FIS ALPINE SKI WORLD CUP 2002/03
Men's 8th Super Giant Slalom. Shiga Kogen(JPN). 07,Mar,2003
志賀高原男子大回転、キャンセル。MVGインタビュー
 志賀高原で行なわれる予定だったワールドカップ男子大回転は、強風のためキャンセルになった。
 志賀高原は交通麻痺状態が続いている。

 最終戦を残してのGSの総合順位。1位、ミハエル・フォン・グリュニゲン(SUI) 482p、2位、ボーディ・ミラー(USA) 385p -97、3位、フレデリック・コビーリ(FRA) 280p -202。フォン・グリュニゲンの大回転タイトルはほぼ確定した。

 ミハエル・フォン・グリュニゲン(SUI)、インタビュー

 今回の中止については
MVG 自分としては残念だけど、天候なので仕方がない。強行しても普通のレースにするのは難しいだろう。確かに今日決まれば良かったけれど、次のリルハンメルを目指す。優勝出来るかどうかは実際にやってみなければ分からない。

 ヨンピョンのコースはリズムがとれなかったのに優勝出来たのは
MVG あのコースを滑るのは好きだ。3回滑ったことがある。3回とも表彰台に上がったし、そのうち2回優勝している。一番難しいコースということはないが、コンディションは確かに悪かった。表面が堅く、下がゆるく、ライン取りをするのが難しかったと思う。だが自分は上手く滑ることが出来た。

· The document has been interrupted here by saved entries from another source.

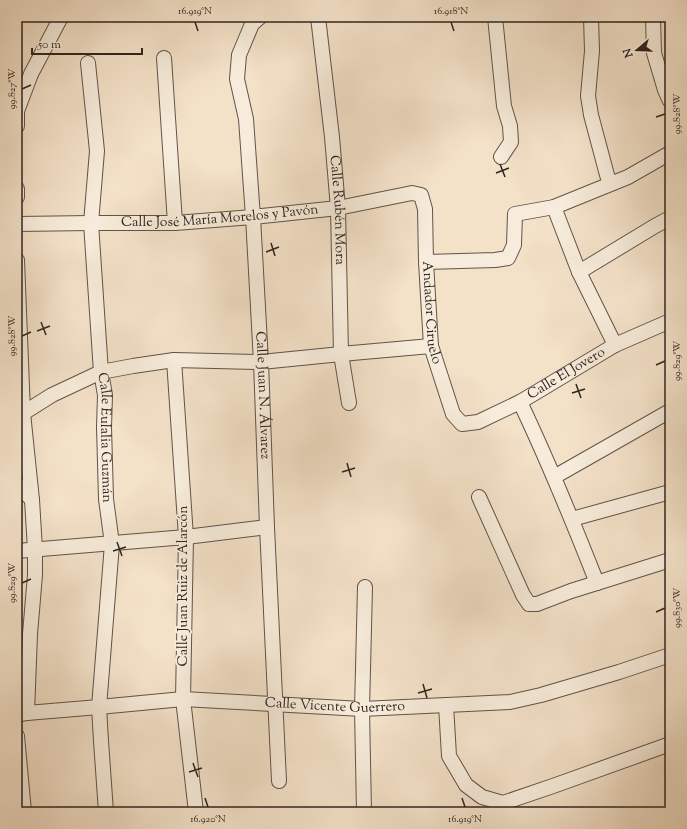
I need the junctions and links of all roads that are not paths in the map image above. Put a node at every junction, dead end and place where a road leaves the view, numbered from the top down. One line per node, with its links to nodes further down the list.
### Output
1 (61, 17): 10 (street)
2 (260, 17): 20 (street, Calle Juan N. Álvarez)
3 (318, 17): 19 (street, Calle Rubén Mora)
4 (495, 17): 13 (street)
5 (591, 17): 14 (street)
6 (653, 17): 9 (street)
7 (164, 58): 23 (street)
8 (88, 63): 22 (street, Calle Eulalia Guzmán)
9 (670, 101)
10 (17, 111): 11 (street)
11 (17, 126)
12 (670, 153): 14 (street)
13 (501, 157)
14 (610, 183): 18 (street)
15 (17, 189): 17 (street)
16 (421, 194): 19 (street, Calle José María Morelos y Pavón); 26 (street, Andador Ciruelo)
17 (17, 196)
18 (554, 207): 26 (street); 27 (street)
19 (338, 208): 20 (street, Calle José María Morelos y Pavón); 31 (street, Calle Rubén Mora)
20 (253, 217): 23 (street, Calle José María Morelos y Pavón); 33 (street, Calle Juan N. Álvarez)
21 (670, 218): 27 (street)
22 (91, 222): 23 (street, Calle José María Morelos y Pavón); 24 (street, Calle José María Morelos y Pavón); 34 (street, Calle Eulalia Guzmán)
23 (175, 223)
24 (17, 224)
25 (17, 260): 38 (street)
26 (426, 262): 30 (street, Andador Ciruelo)
27 (579, 272): 29 (street)
28 (670, 321): 29 (street, Calle El Jovero)
29 (615, 345): 35 (street, Calle El Jovero)
30 (431, 346): 31 (street); 39 (street, Andador Ciruelo)
31 (341, 354): 33 (street); 36 (street, Calle Rubén Mora)
32 (174, 360): 33 (street); 34 (street); 47 (street, Calle Juan Ruiz de Alarcón)
33 (261, 362): 46 (street, Calle Juan N. Álvarez)
34 (101, 372): 38 (street); 48 (street, Calle Eulalia Guzmán)
35 (520, 402): 39 (street, Calle El Jovero); 40 (street)
36 (350, 403)
37 (670, 411): 40 (street)
38 (20, 415): 44 (street)
39 (462, 424)
40 (554, 477): 45 (street)
41 (17, 484): 44 (street)
42 (670, 492): 45 (street)
43 (479, 497): 52 (street)
44 (32, 500): 49 (street)
45 (572, 519): 52 (street)
46 (267, 527): 47 (street); 56 (street, Calle Juan N. Álvarez)
47 (186, 538): 48 (street); 55 (street, Calle Juan Ruiz de Alarcón)
48 (112, 544): 49 (street); 58 (street, Calle Eulalia Guzmán)
49 (35, 549): 50 (street); 60 (street)
50 (17, 551)
51 (670, 560): 52 (street)
52 (597, 583)
53 (365, 587): 59 (street)
54 (670, 654): 57 (street, Calle Vicente Guerrero)
55 (183, 699): 56 (street, Calle Vicente Guerrero); 58 (street, Calle Vicente Guerrero); 66 (street, Calle Juan Ruiz de Alarcón)
56 (276, 704): 59 (street, Calle Vicente Guerrero); 63 (street, Calle Juan N. Álvarez)
57 (446, 704): 59 (street, Calle Vicente Guerrero); 62 (street)
58 (100, 707): 60 (street, Calle Vicente Guerrero); 65 (street, Calle Eulalia Guzmán)
59 (362, 709): 67 (street)
60 (22, 714)
61 (17, 736): 64 (street)
62 (670, 744)
63 (279, 782)
64 (24, 812)
65 (106, 812)
66 (196, 812)
67 (364, 812)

 大回転の総合優勝に関して、以前はアルベルト・トンバ、ヘルマン・マイヤーと競って、今はボーディ・ミラーと競っているけれどどういう印象か
MVG ボーディ・ミラーは今までと違ったタイプの選手だけど優れていると思う。しかしトンバやマイヤーとは比較出来ない。

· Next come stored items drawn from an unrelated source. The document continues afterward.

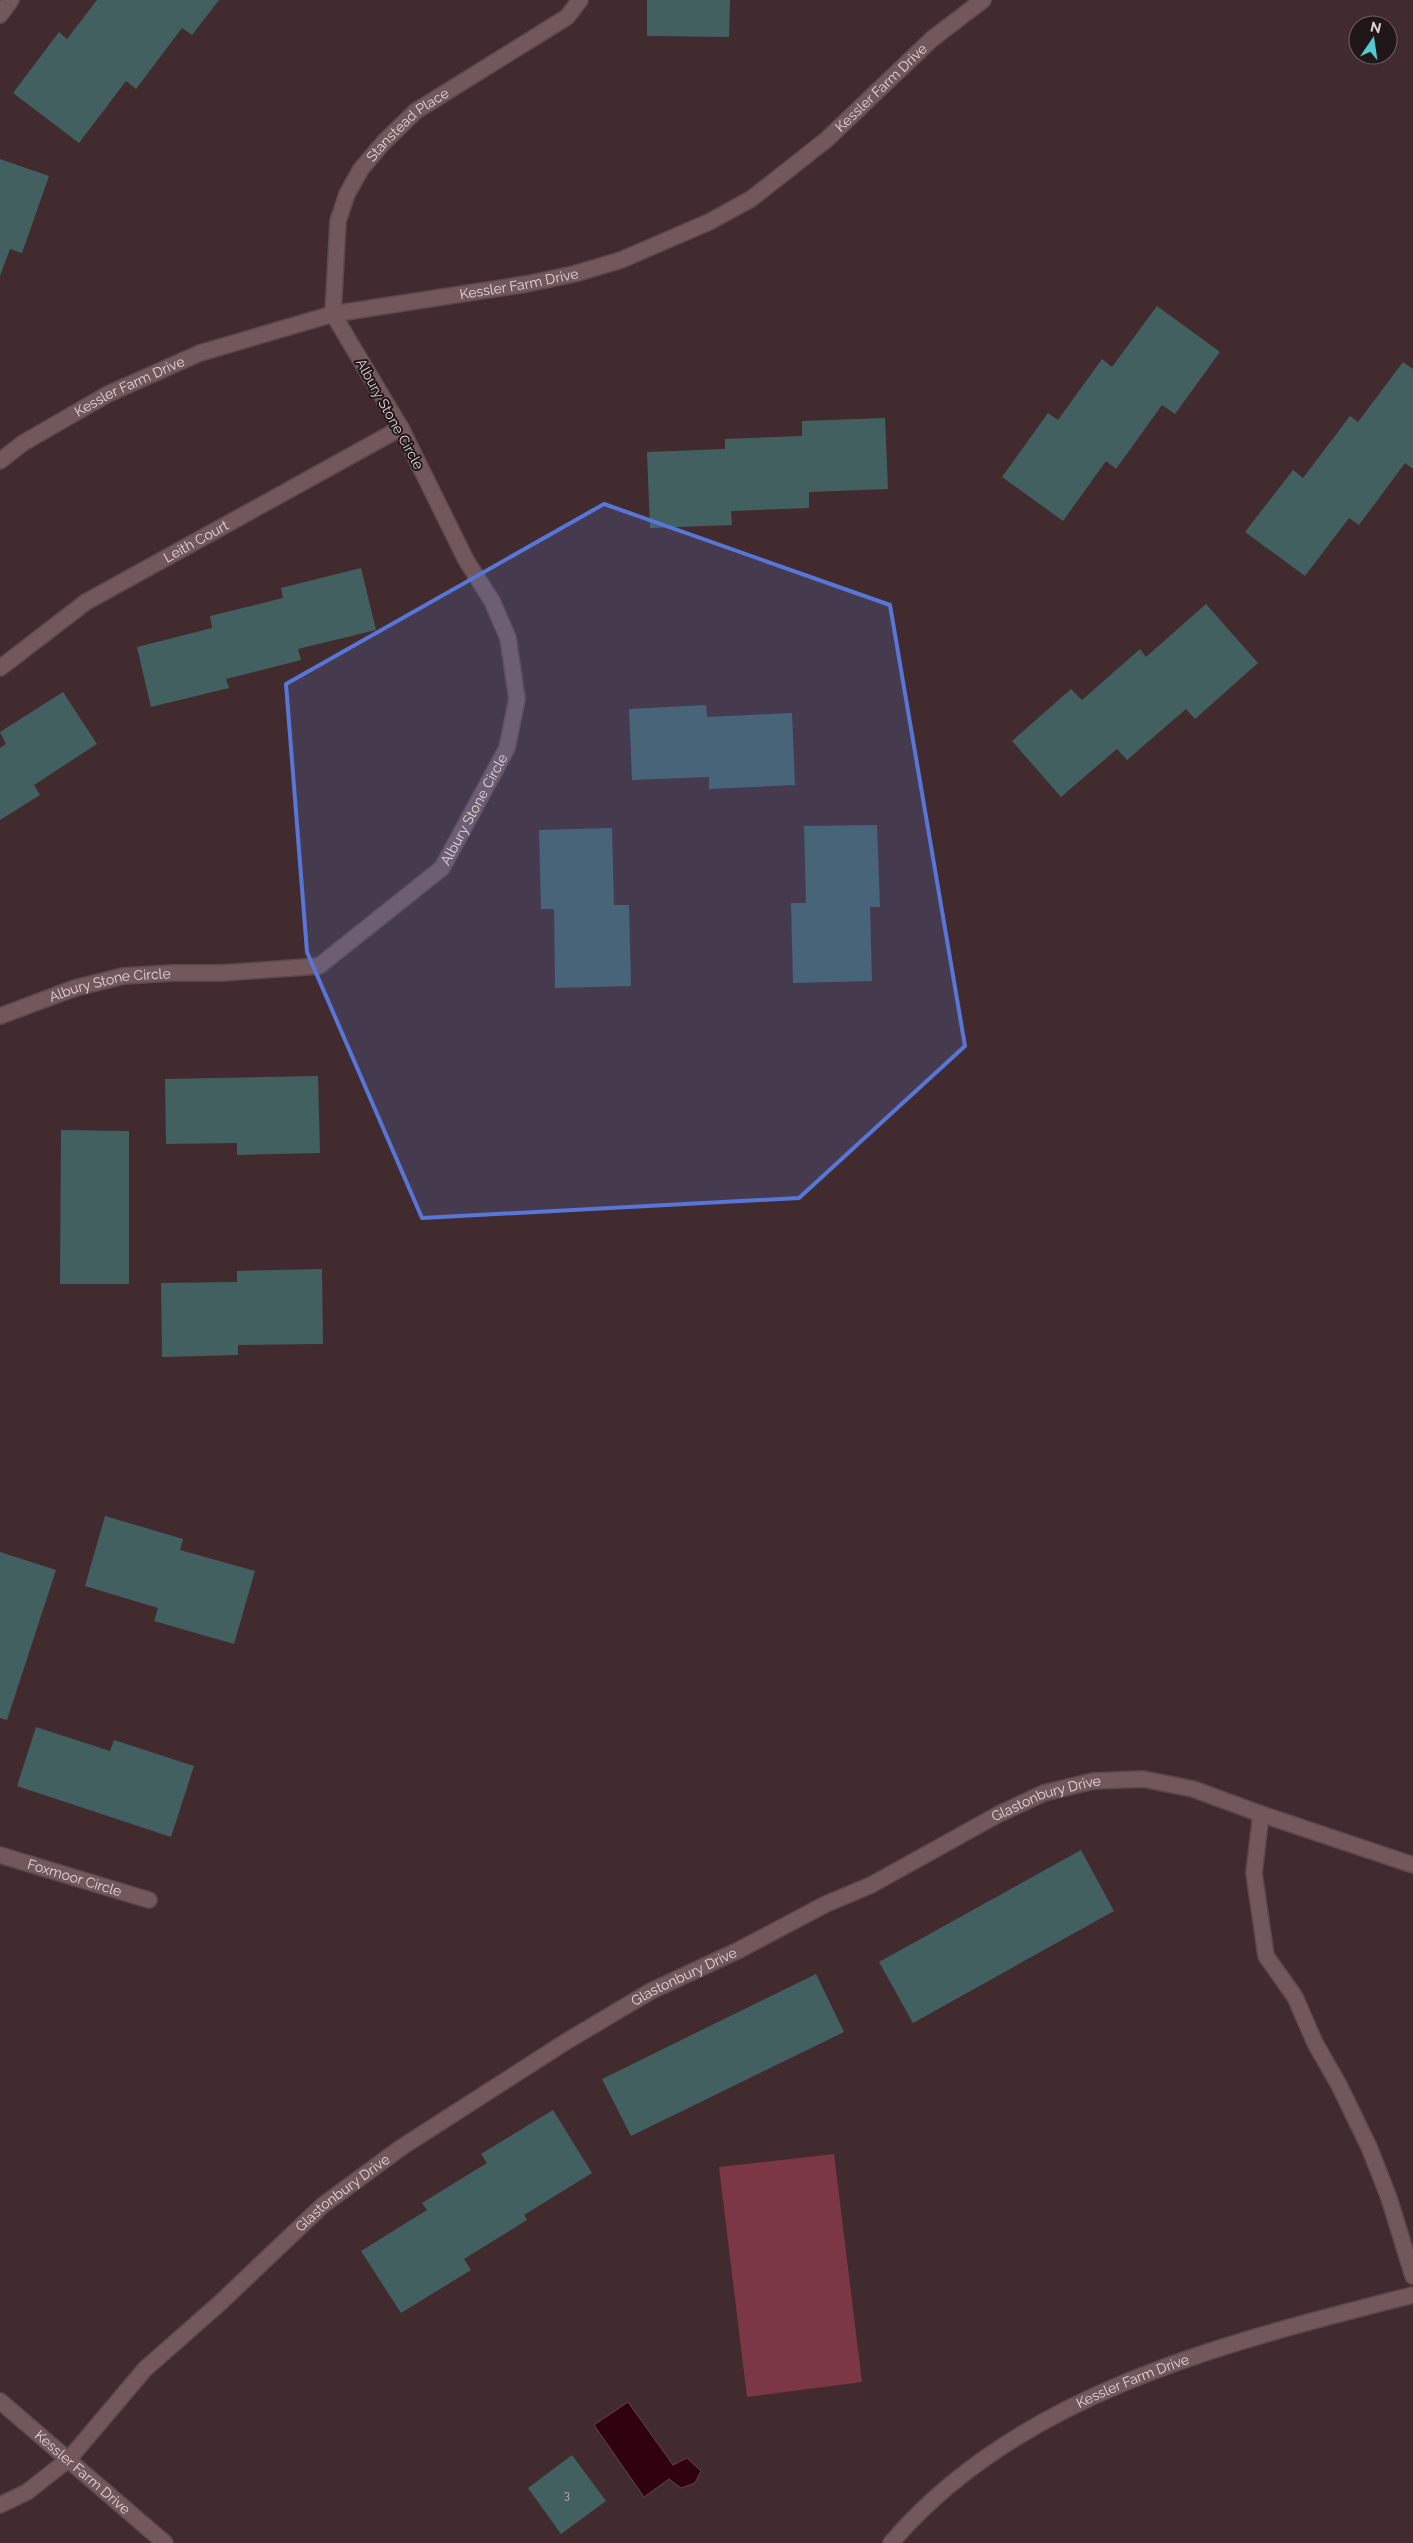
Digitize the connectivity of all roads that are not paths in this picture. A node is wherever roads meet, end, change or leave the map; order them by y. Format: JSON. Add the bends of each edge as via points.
{"nodes":[{"id":1,"x":11,"y":0,"type":"edge"},
{"id":2,"x":580,"y":0,"type":"edge"},
{"id":3,"x":983,"y":0,"type":"edge"},
{"id":4,"x":0,"y":15,"type":"edge"},
{"id":5,"x":333,"y":314,"type":"junction"},
{"id":6,"x":401,"y":428,"type":"junction"},
{"id":7,"x":0,"y":461,"type":"edge"},
{"id":8,"x":0,"y":668,"type":"edge"},
{"id":9,"x":0,"y":1016,"type":"edge"},
{"id":10,"x":1261,"y":1814,"type":"junction"},
{"id":11,"x":0,"y":1855,"type":"edge"},
{"id":12,"x":1413,"y":1865,"type":"edge"},
{"id":13,"x":149,"y":1900,"type":"dead end"},
{"id":14,"x":1413,"y":2276,"type":"edge"},
{"id":15,"x":1413,"y":2295,"type":"edge"},
{"id":16,"x":0,"y":2401,"type":"edge"},
{"id":17,"x":69,"y":2459,"type":"junction"},
{"id":18,"x":0,"y":2505,"type":"edge"},
{"id":19,"x":165,"y":2543,"type":"edge"},
{"id":20,"x":890,"y":2543,"type":"edge"}],
"edges":[{"from":1,"to":4,"type":"street"},
{"from":2,"to":5,"type":"street","name":"Stanstead Place","via":[[567,17],[416,111],[361,169],[347,194],[338,221]]},
{"from":3,"to":5,"type":"street","name":"Kessler Farm Drive","via":[[932,40],[826,140],[751,199],[709,222],[621,260],[574,274]]},
{"from":5,"to":6,"type":"street","name":"Albury Stone Circle"},
{"from":5,"to":7,"type":"street","name":"Kessler Farm Drive","via":[[200,353],[108,394],[23,443]]},
{"from":6,"to":8,"type":"street","name":"Leith Court","via":[[86,602]]},
{"from":6,"to":9,"type":"street","name":"Albury Stone Circle","via":[[466,560],[492,601],[508,638],[517,700],[507,748],[442,868],[319,966],[123,976],[75,988]]},
{"from":10,"to":12,"type":"street","name":"Glastonbury Drive"},
{"from":10,"to":14,"type":"street","via":[[1254,1873],[1266,1956],[1295,1997],[1369,2147]]},
{"from":10,"to":17,"type":"street","name":"Glastonbury Drive","via":[[1193,1789],[1143,1779],[1094,1781],[1044,1793],[999,1814],[871,1885],[650,1991],[402,2147],[323,2205],[145,2369]]},
{"from":11,"to":13,"type":"street","name":"Foxmoor Circle"},
{"from":15,"to":20,"type":"street","name":"Kessler Farm Drive","via":[[1258,2335],[1125,2381],[1002,2447],[954,2482],[908,2522]]},
{"from":16,"to":17,"type":"street","name":"Kessler Farm Drive"},
{"from":17,"to":18,"type":"street","name":"Glastonbury Drive","via":[[27,2492]]},
{"from":17,"to":19,"type":"street","name":"Kessler Farm Drive"}]}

 世界選手権は地元スイスでの開催だったけれど、あのレースについては
MVG 地元開催の世界選手権なので、とくにタイトルを保持することが大切だと思った。レースでは2回ミスをしてしまった。自分としてはタイトルを防衛出来なくてがっかりした。

 調子がよいが、引退について決心を変えたりしないのか
MVG 決断は変わらない。選手としては何時かは来ることだ。34歳、15年間続けてきた。長い選手生活だった。優勝もしてきた。トップ選手としてやめたかった。ずるずる続けて20位、30位で終わりたくはなかった。子供もいるので、そろそろ一緒の時間を作っていきたい。

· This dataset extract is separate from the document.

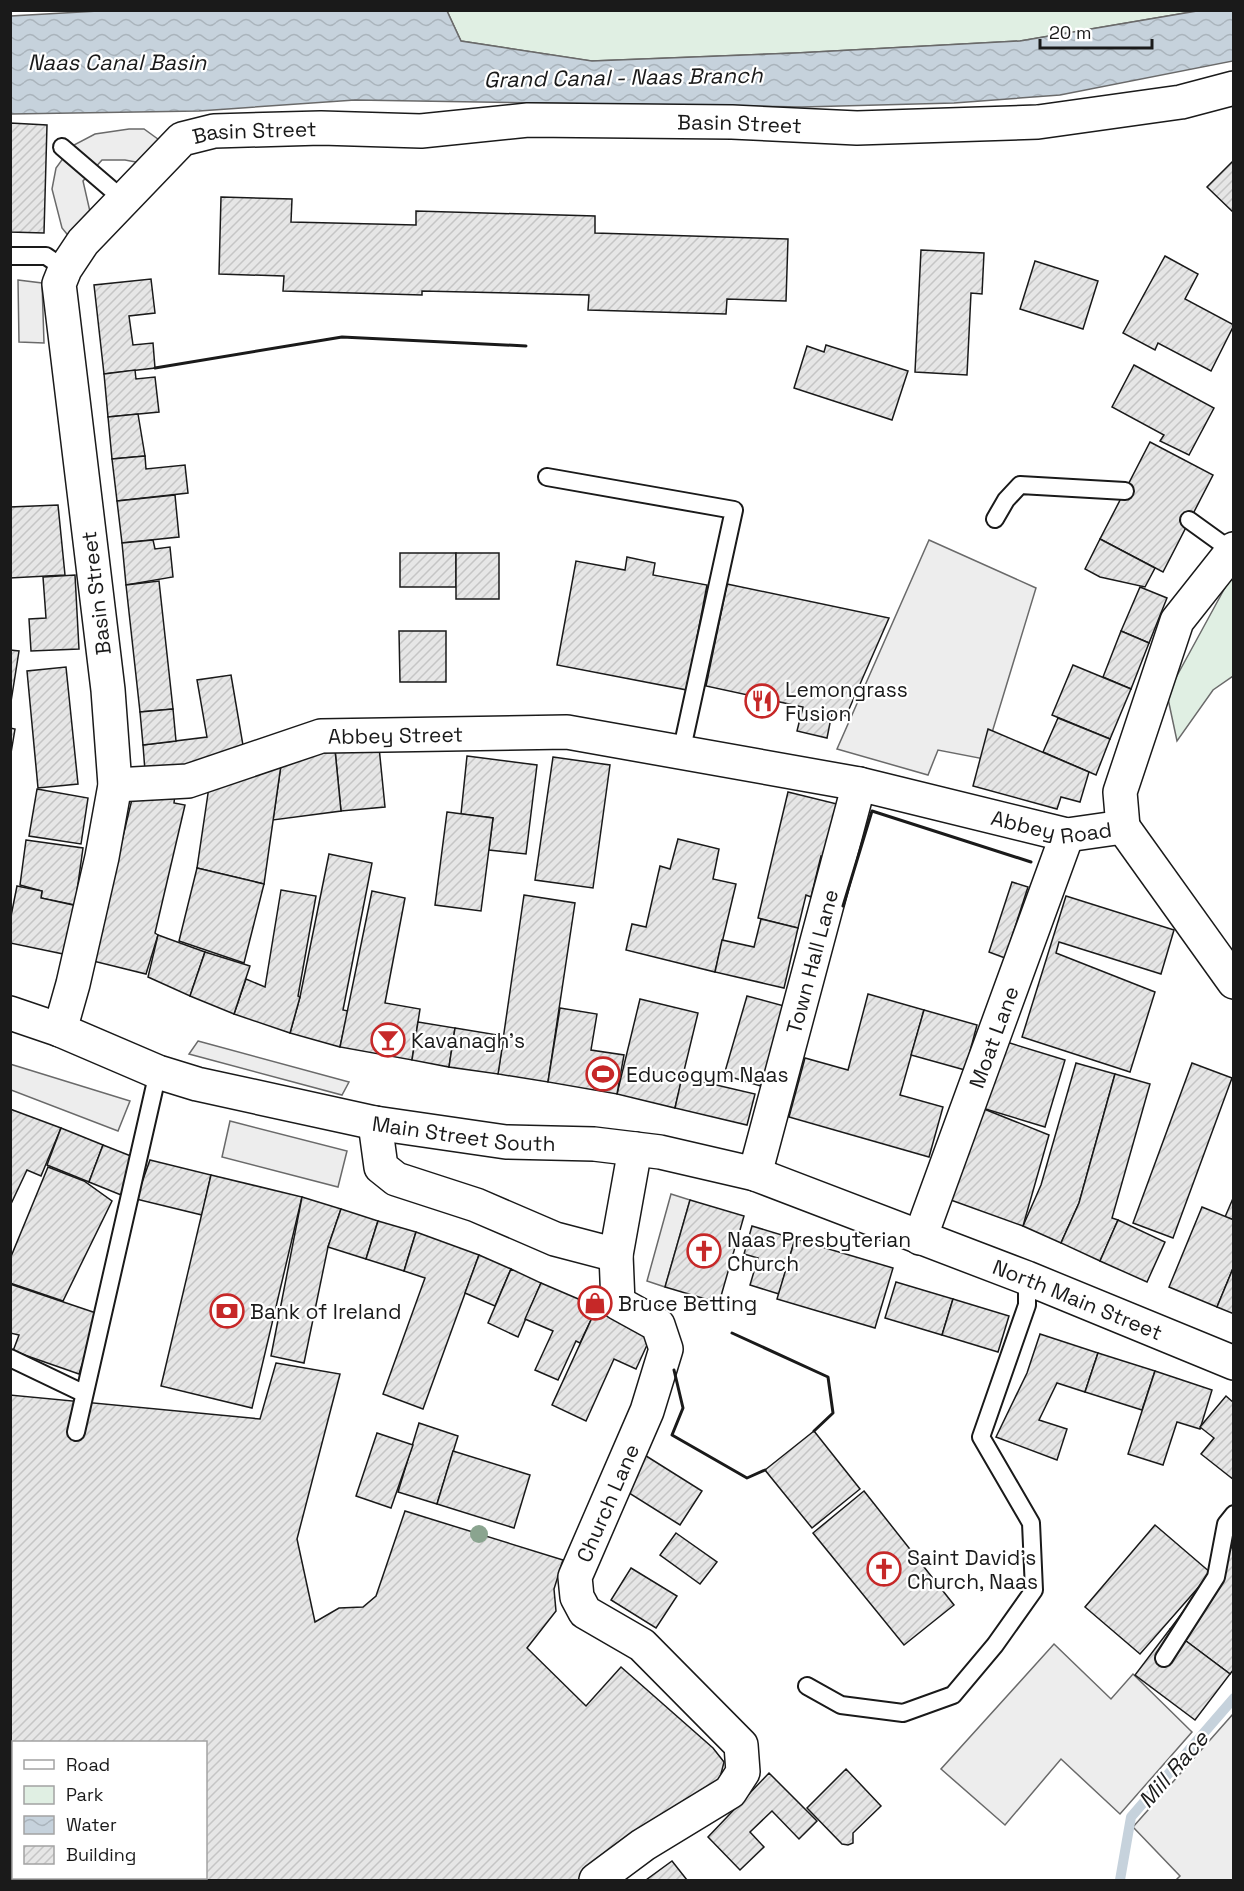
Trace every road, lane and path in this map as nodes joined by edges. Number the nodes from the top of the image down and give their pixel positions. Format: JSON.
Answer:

 引退表明は普通シーズン終了後にするが、シーズン前にした理由は
MVG 去年もどうしようか迷っていた。オリンピックでメダルを取っていたらやめていた。肩の怪我もあった。なんとなく、まだやめるのはと迷った。春に肩の手術をして、最後のシーズンだと決めて夏のトレーニングをした。そのトレーニングがとても調子が良かったが、これで最後のシーズンと決めていたのでシーズン前に発表した。

 技術面についてお聞きしたい
MVG 子供の頃に基礎が出来た。カービングに関しても基礎の技術が出来ていたので、ちょっと技術を変えることで対応出来た。

 その、ちょっとの技術を教えて欲しい
MVG 具体的に言うと、カービングの前の板の時にもカービングのテクニックと言われるテクニックをやっていたので、少し変えるだけで良かった。自分のテクニックに板が近づいてきたんだ。

 スキーの基礎とは
MVG 選手の仲には才能を生かして技術を上げる人と、努力とパワーで技術を習得する人がいる。でも、5-10歳の時に基礎を身につけること、それが一番大事だ。15-20歳で作り直そうとしても出来ないと思う。

 34歳までトップでいられた最大の理由は
MVG ここ数年、トップで活躍している選手の年齢も上がった。私と同じ年齢くらいが3-4人いる。長年の経験の蓄積がある。しかし、年を取っているので練習が思うように出来ないときもある。若い選手みたいにリスキーな滑りは出来ない。これまでの経験が今の状態を保っていてくれる。

 佐々木明と一緒に滑って佐々木の方が速かったというのは本当か。またそうなら、本気だったのか
MVG 一部正しい。今の日本チームのコーチは、元スイスチームにいた。それで一緒に練習をした。佐々木は良いものを持っている。ウェンゲンで2位になったことで証明された。ただあのときは、一部スキーのテストをしながら滑っていたのも事実だ。

 今シーズン、GSのタイトルが取れなくても満足して引退出来るのか
MVG まずそうならないように祈る。そうなっても満足してやめられると思う。今まで23勝。2回の世界チャンピオン、3回の大回転総合優勝。真剣に練習に取り組んでも、表彰台に上がれない選手もいる。自分は恵まれた選手だったと思う。だから、十分満足している。

 志賀高原の思い出を
MVG 志賀高原で優勝したこともあるし、オリンピックの時も3位だった。日本のファンがいることも知っている。日本のファンとは楽しい思い出もある。だから、滑りたかった。